Мы стояли на холоде – в страхе и тревоге. Мне казалось, что по своему опыту я уже знаю, что такое фашистский концлагерь и что будет дальше. Но мои представления не имели ничего общего с тем кошмаром, который нас ожидал. И вдруг произошло нечто невероятное. Я увидел, как с другой стороны платформы мне кто-то машет, подпрыгивая от радости. Сначала я не поверил своим глазам, решив, что воображение играет со мной злую шутку, – но да, да! Это был Курт! Брюссельская полиция задержала его, когда он находился на улице в запрещенное время. При себе Курт не имел ни документов, ни ста франков, чего было достаточно для ареста по закону о бродяжничестве. Представляете: в целом набралось сразу три причины для ареста – еврей, немец, да еще и бродяга! Это случилось с Куртом несколько недель назад, но его держали в лагере, пока не набралась одна тысяча пятьсот евреев для депортации. Я был очень рад увидеть его снова – несмотря на то что полторы тысячи человек томились в это время в ожидании чего-то ужасного.

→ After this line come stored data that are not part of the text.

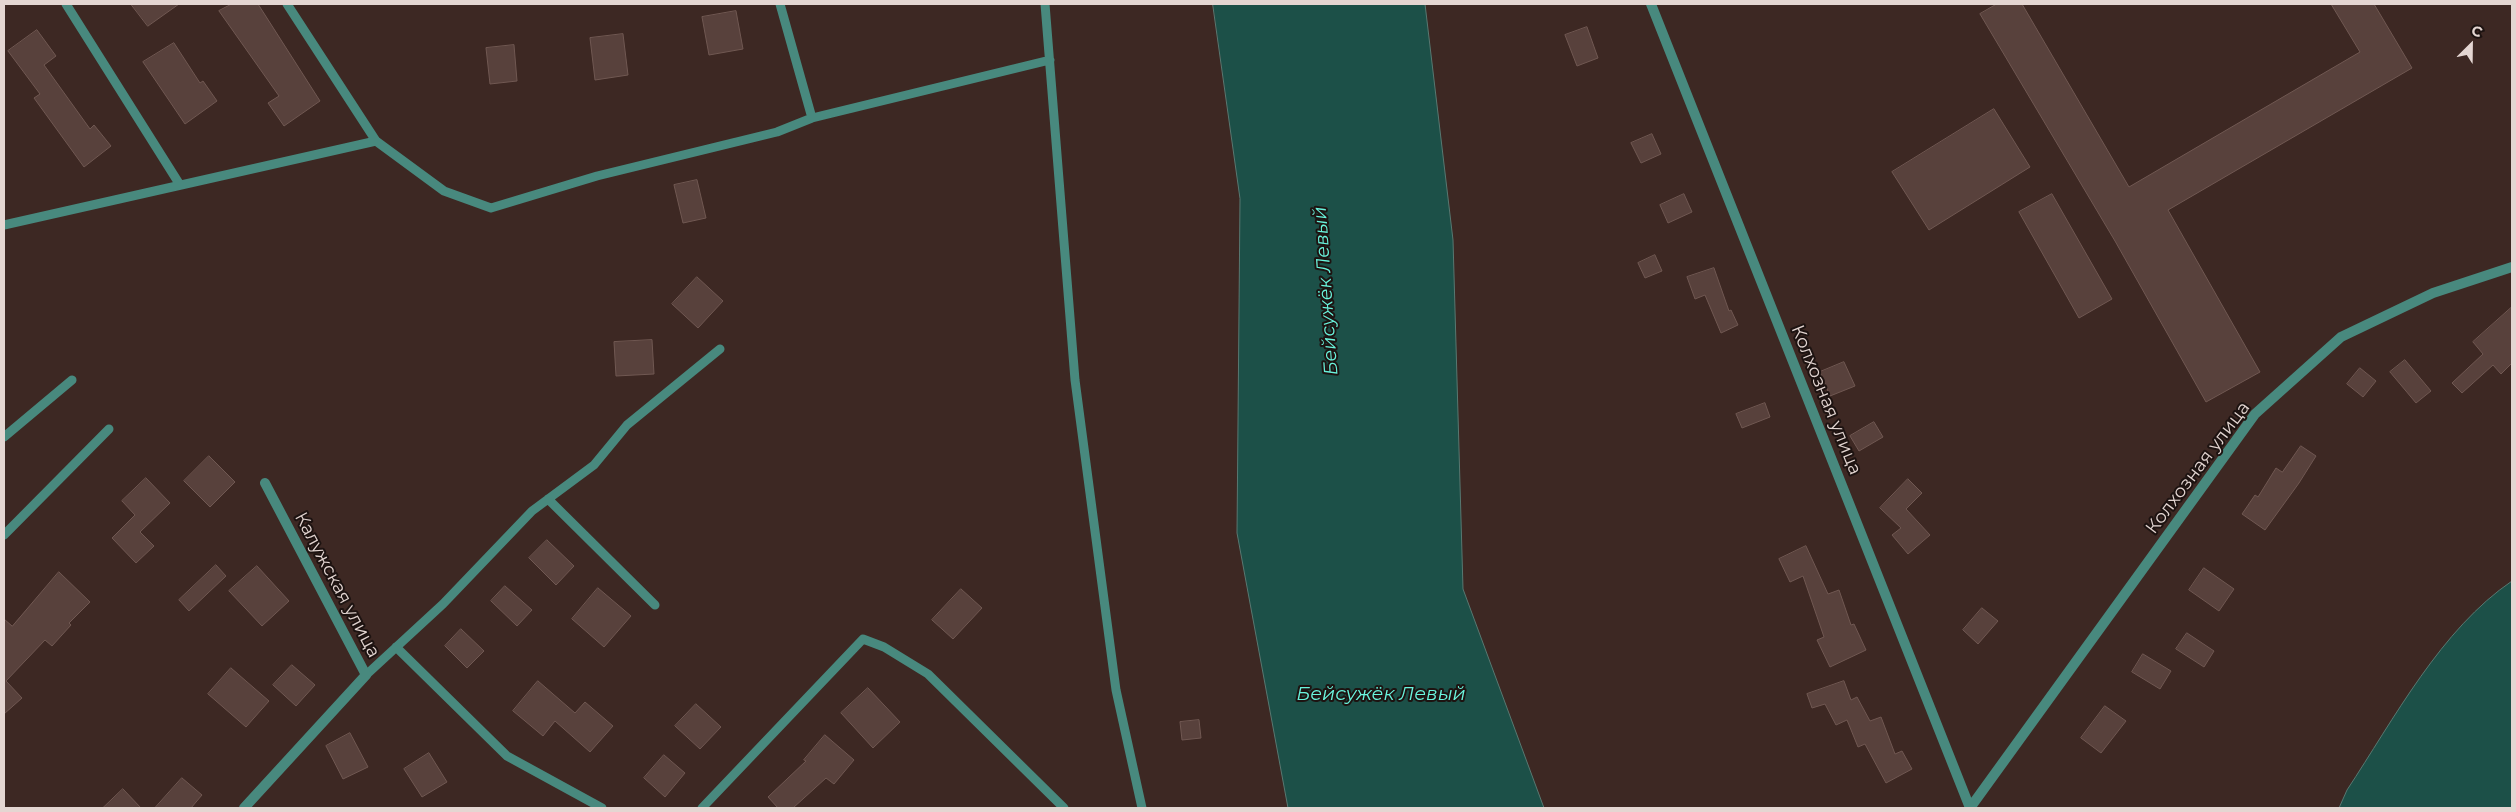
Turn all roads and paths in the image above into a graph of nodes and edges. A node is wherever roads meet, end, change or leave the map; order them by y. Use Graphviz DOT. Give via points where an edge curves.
graph roads {
  1 [pos="66,4"];
  2 [pos="287,4"];
  3 [pos="780,4"];
  4 [pos="1046,4"];
  5 [pos="1651,4"];
  6 [pos="1050,60"];
  7 [pos="812,118"];
  8 [pos="376,141"];
  9 [pos="180,185"];
  10 [pos="4,224"];
  11 [pos="2512,268"];
  12 [pos="720,349"];
  13 [pos="72,380"];
  14 [pos="109,428"];
  15 [pos="4,437"];
  16 [pos="265,483"];
  17 [pos="548,499"];
  18 [pos="4,535"];
  19 [pos="655,605"];
  20 [pos="396,647"];
  21 [pos="366,675"];
  22 [pos="244,808"];
  23 [pos="602,808"];
  24 [pos="702,808"];
  25 [pos="1064,808"];
  26 [pos="1142,808"];
  27 [pos="1970,808"];
  1 -- 9 [label="lane"];
  2 -- 8 [label="lane"];
  3 -- 7 [label="lane"];
  4 -- 6 [label="lane"];
  5 -- 27 [label="street, Колхозная улица"];
  6 -- 7 [label="lane"];
  6 -- 26 [label="lane" via="1075,380 1116,690"];
  7 -- 8 [label="lane" via="777,132 597,176 492,208 444,191"];
  8 -- 9 [label="lane"];
  9 -- 10 [label="lane"];
  11 -- 27 [label="street, Колхозная улица" via="2433,293 2341,337 2255,414"];
  12 -- 17 [label="lane" via="627,425 594,465"];
  13 -- 15 [label="lane"];
  14 -- 18 [label="lane"];
  16 -- 21 [label="street, Калужская улица"];
  17 -- 19 [label="lane"];
  17 -- 20 [label="lane" via="532,511 443,604"];
  20 -- 21 [label="lane"];
  20 -- 23 [label="lane" via="507,756"];
  21 -- 22 [label="street, Калужская улица"];
  24 -- 25 [label="lane" via="863,639 884,647 928,674"];
}
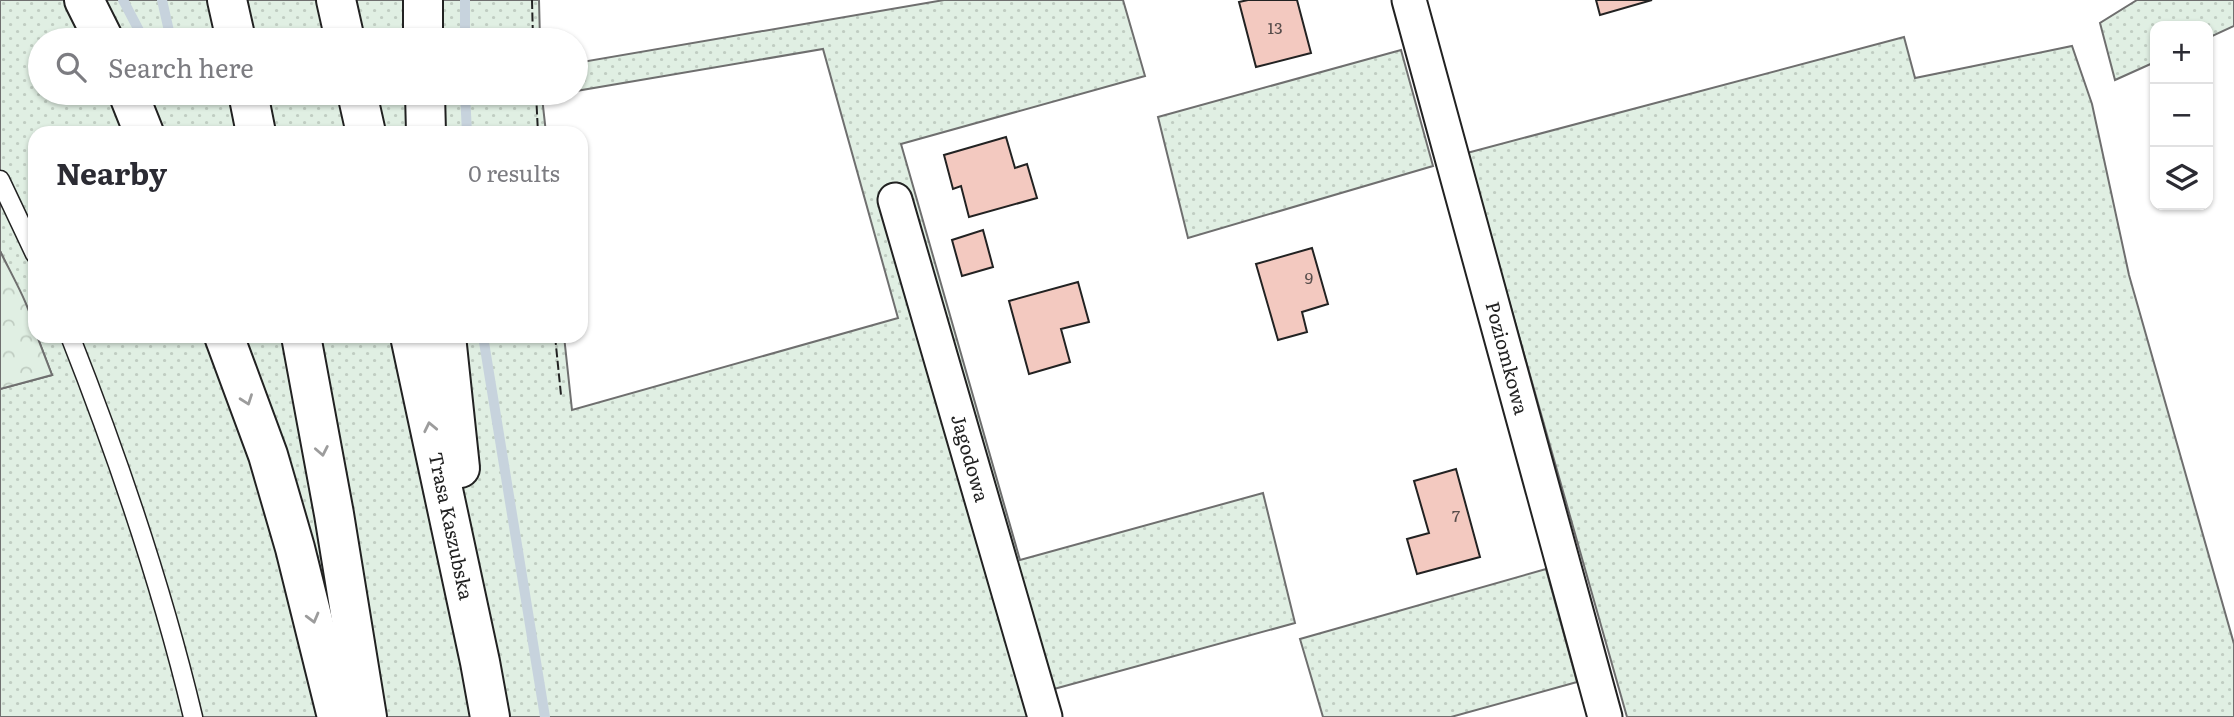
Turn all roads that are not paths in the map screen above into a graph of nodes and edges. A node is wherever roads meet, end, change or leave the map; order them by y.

НАКОНЕЦ НАЦИСТЫ стали загружать нас в вагоны: мужчин, женщин и маленьких детей. Упаковали нас, как коробки сардин. Можно было стоять или опуститься на колени, но лечь или снять пальто уже не получалось. На улице было очень холодно, но в спертом воздухе вагонов скоро стало невыносимо жарко.
Ехали мы девять дней и девять ночей. Иногда поезд мчался, иногда едва-едва полз, а иногда останавливался на несколько часов. Еды не было, воды – очень мало. На каждый вагон дали по одной 166-литровой бочке с водой, которой должно было хватить на сто пятьдесят человек. Еще одна такая бочка использовалась как отхожее место. Все мы – мужчины, женщины, здоровые или больные, – пользовались ею на глазах у остальных.
Главной проблемой стала вода. Без еды человек может прожить несколько недель, а без воды – никак. Отец и тут взял инициативу в свои руки. Он извлек из карманов небольшой складной стакан, швейцарский армейский нож и лист бумаги. Я до сих пор не понимаю, где ему удалось ими разжиться. Он разрезал лист на сто пятьдесят маленьких квадратиков и объяснил всем систему нормирования, целью которой было растянуть запас воды на как можно более долгий срок. На каждого в вагоне полагалось по два стакана воды – утром и вечером. Вместе с первым стаканом человеку выдавался квадратик, а вечером, подходя за вторым, он возвращал его. Тот, кто терял бумажку, воды больше не получал. Шли дни, воздух становился все более смрадным по мере того, как в бочке с экскрементами прибывало, а в бочке с водой убывало. Жизнь тянулась от утреннего стакана до вечернего.